Foreclosing on the commons

image by Melanie Pinkert
Last November, activists occupied a building that was used as a homeless shelter before being sold off to a private developer [Melanie Pinkert/Al Jazeera]

Washington, DC – If you want to make a lot of money in a less than honest way, the way to do so lies not in stealing purses or cars. No, the secret to getting rich and staying that way is by controlling the commons: control the land and natural resources, with a few armed guards or the world’s only superpower backing your claim, and one can charge a hefty fee for the necessities of life.

Best of all, many will believe your exploitation is benevolent, thankful just to get an adjustable-rate mortgage to a lot of land that was their rightful inheritance just as much as any other human being, but which has fallen into the hands of property profiteers.

Call it feudalism, corporatism or the American way: the rich elite in the US have turned economic exploitation into something of an art. The top one per cent in the United States now control a quarter of the nation’s wealth, double the unhealthy share they held 25 years ago. But while their ability to control legislatures and presidents is impressive, the propertied elite may have let greed get the best of them. In their quest to redistribute wealth from the labouring classes to the idle ones, they have been a bit too successful: the exploited are waking up.

“Call it feudalism, corporatism or the American way: the rich elite in the US have turned economic exploitation into something of an art.”

All it took for this stirring from slumber was the criminal collapse of the global economy and, for many in the US, the loss of the very roof over their heads – and the knowledge things weren’t going to be tangibly better anytime soon. Indeed, the foreclosure crisis is still sweeping the United States, with millions of people being thrown out of their homes every year. And yet, presented with a seemingly popular platform to political power – houses for working families, not bailed-out banks – the political class sides with its financiers, to the point that the fraud of electoral politics is now about as obvious as the fraud being perpetrated by the financial industry.

And what a fraud that is.

Foreclosing on the 99 per cent

A recent review of documents from Northern California mortgages in foreclosure found that “99 per cent of them showed some apparent irregularities,” according to the San Francisco Chronicle, with more than 80 per cent containing “one or more clear violations of the law”. Mortgage lenders routinely backdated documents; papers that were supposed to be signed by the owner of a loan were not; affidavits showing lenders informed homeowners of their options prior to a foreclosure were not to be found.
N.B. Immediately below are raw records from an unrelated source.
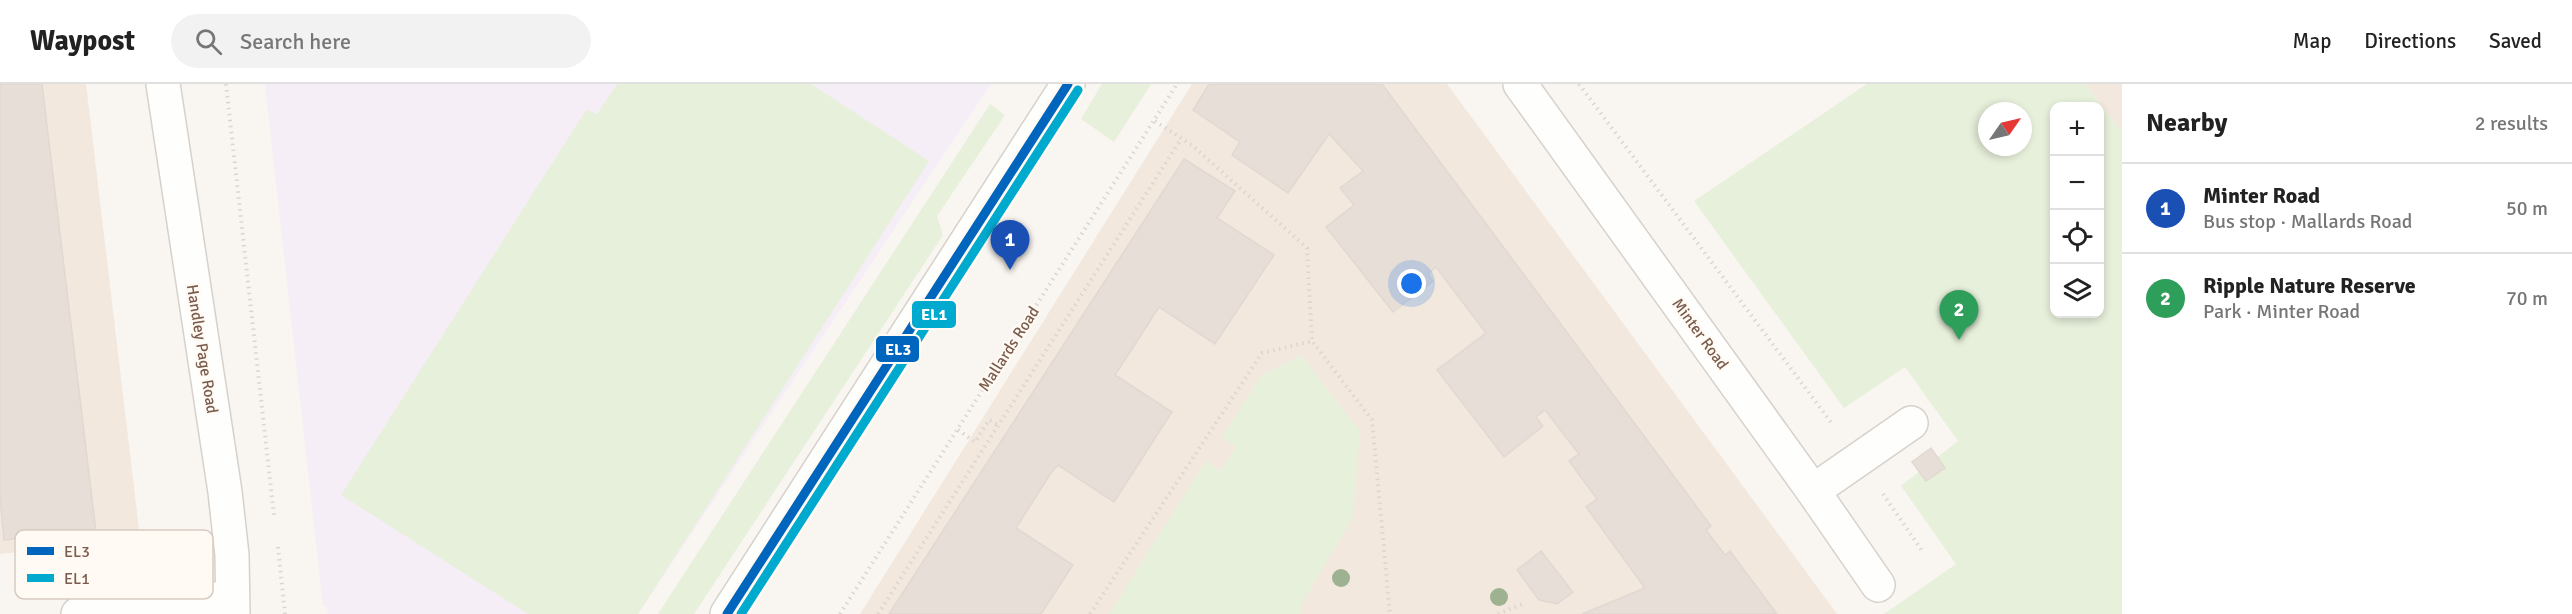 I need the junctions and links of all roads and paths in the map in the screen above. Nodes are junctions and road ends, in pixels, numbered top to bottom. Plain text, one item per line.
1 (163, 84) edge
2 (226, 84) edge
3 (1068, 84) edge
4 (1177, 84) edge
5 (1520, 84) edge
6 (1579, 84) edge
7 (1155, 121) junction
8 (1181, 139) junction
9 (1312, 341) junction
10 (1911, 423) dead end
11 (998, 425) junction
12 (1834, 427) dead end
13 (958, 430) junction
14 (1880, 490) dead end
15 (1813, 491) junction
16 (276, 528) dead end
17 (277, 539) dead end
18 (1923, 552) dead end
19 (1878, 585) dead end
20 (1525, 603) dead end
21 (233, 605) edge
22 (78, 614) edge
23 (285, 614) edge
24 (727, 614) edge
25 (840, 614) edge
26 (878, 614) edge
27 (1090, 614) edge
28 (1390, 614) edge
29 (1498, 614) edge

1 - 21 street, Handley Page Road
2 - 16 path
3 - 24 street
4 - 7 path, Mallards Road
5 - 15 street, Minter Road
6 - 12 path
7 - 8 path
7 - 13 path, Mallards Road
8 - 9 path
8 - 11 path
9 - 27 path
9 - 28 path
10 - 15 street
11 - 13 path
11 - 26 path
13 - 25 path, Mallards Road
14 - 18 path
15 - 19 street, Minter Road
17 - 23 path
20 - 29 path
21 - 22 street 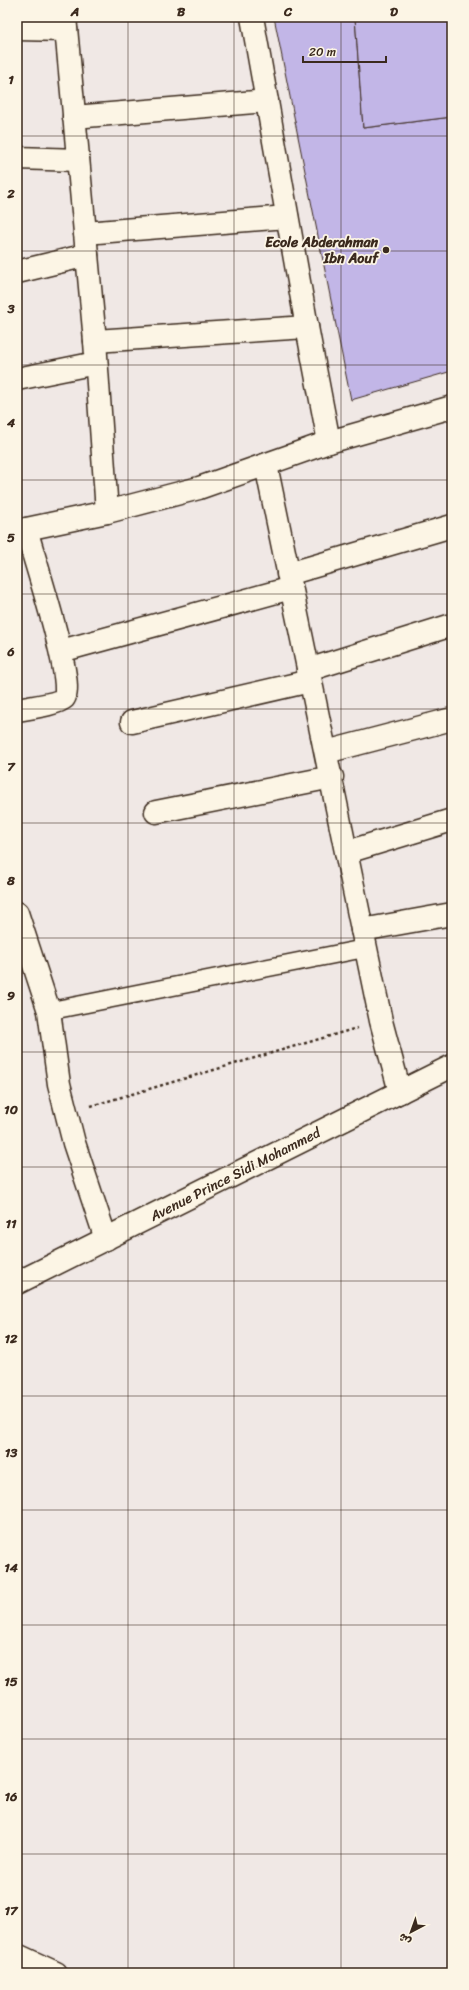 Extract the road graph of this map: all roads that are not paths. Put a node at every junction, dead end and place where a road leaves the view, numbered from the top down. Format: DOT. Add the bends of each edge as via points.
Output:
graph roads {
  1 [pos="252,17"];
  2 [pos="65,23"];
  3 [pos="17,29"];
  4 [pos="267,100"];
  5 [pos="74,117"];
  6 [pos="17,158"];
  7 [pos="78,160"];
  8 [pos="287,217"];
  9 [pos="85,233"];
  10 [pos="87,255"];
  11 [pos="17,272"];
  12 [pos="307,326"];
  13 [pos="95,341"];
  14 [pos="96,362"];
  15 [pos="17,379"];
  16 [pos="452,407"];
  17 [pos="329,442"];
  18 [pos="266,465"];
  19 [pos="107,512"];
  20 [pos="452,526"];
  21 [pos="21,530"];
  22 [pos="289,581"];
  23 [pos="452,625"];
  24 [pos="61,651"];
  25 [pos="309,676"];
  26 [pos="17,710"];
  27 [pos="452,719"];
  28 [pos="132,722"];
  29 [pos="326,752"];
  30 [pos="332,777"];
  31 [pos="156,812"];
  32 [pos="452,820"];
  33 [pos="347,852"];
  34 [pos="17,913"];
  35 [pos="452,914"];
  36 [pos="365,939"];
  37 [pos="49,1011"];
  38 [pos="452,1066"];
  39 [pos="400,1092"];
  40 [pos="106,1239"];
  41 [pos="17,1283"];
  42 [pos="17,1955"];
  43 [pos="56,1973"];
  1 -- 4 [label="street"];
  2 -- 3 [label="street"];
  2 -- 5 [label="street"];
  4 -- 5 [label="street"];
  4 -- 8 [label="street"];
  5 -- 7 [label="street"];
  6 -- 7 [label="street"];
  7 -- 9 [label="street"];
  8 -- 9 [label="street"];
  8 -- 12 [label="street"];
  9 -- 10 [label="street"];
  10 -- 11 [label="street"];
  10 -- 13 [label="street"];
  12 -- 13 [label="street"];
  12 -- 17 [label="street"];
  13 -- 14 [label="street"];
  14 -- 15 [label="street"];
  14 -- 19 [label="street"];
  16 -- 17 [label="street"];
  17 -- 18 [label="street"];
  18 -- 19 [label="street" via="198,488"];
  18 -- 22 [label="street"];
  19 -- 21 [label="street"];
  20 -- 22 [label="street"];
  21 -- 24 [label="street"];
  22 -- 24 [label="street"];
  22 -- 25 [label="street"];
  23 -- 25 [label="street"];
  24 -- 26 [label="street" via="67,693 63,699"];
  25 -- 28 [label="street"];
  25 -- 29 [label="street"];
  27 -- 29 [label="street"];
  29 -- 30 [label="street"];
  30 -- 31 [label="street"];
  30 -- 33 [label="street"];
  32 -- 33 [label="street"];
  33 -- 36 [label="street"];
  34 -- 37 [label="street"];
  35 -- 36 [label="street"];
  36 -- 37 [label="street"];
  36 -- 39 [label="street" via="381,1021"];
  37 -- 40 [label="street" via="59,1084 66,1114"];
  38 -- 39 [label="street, Avenue Prince Sidi Mohammed"];
  39 -- 40 [label="street, Avenue Prince Sidi Mohammed"];
  40 -- 41 [label="street, Avenue Prince Sidi Mohammed"];
  42 -- 43 [label="street"];
} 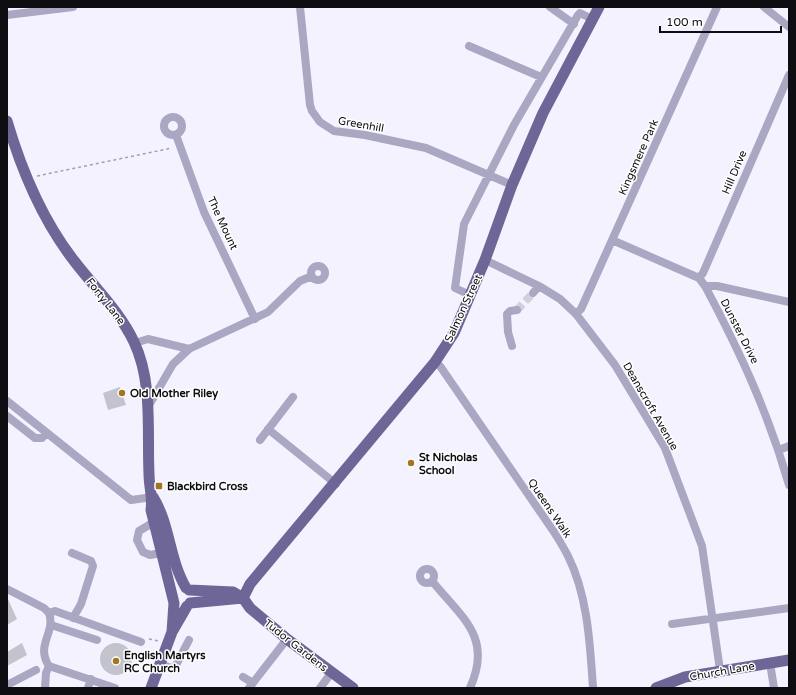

And the story’s the same all over the US, with admitted crimes such as “robo-signing” – in which banks process foreclosures with fraudulent signatures and unverified information – still commonplace. According to the California review, it is also possible that some homeowners “have defaulted on loans to which they never fully agreed to and, further, are being foreclosed upon by lenders that might not even own those loans”. Stories across the nation attest to that.

Some said Barack Obama would do something about this, that – aided by Democratic majorities in the House and Senate – he would throw the moneychangers out of K Street and bring effective regulation back to Washington. Alas, the president has failed to live up to his billing as a Marxist revolutionary. And hasn’t proven to be much of a reformer, either. Given the opportunity to confront capital, Obama instead launched a Super PAC and hosted a beer summit with the wealthiest men on Wall Street. Instead of prosecuting peddlers of fraudulent loans and mortgage-backed securities, Obama treated bank executives as gently as Bush administration torturers – which is to say, better than the working class.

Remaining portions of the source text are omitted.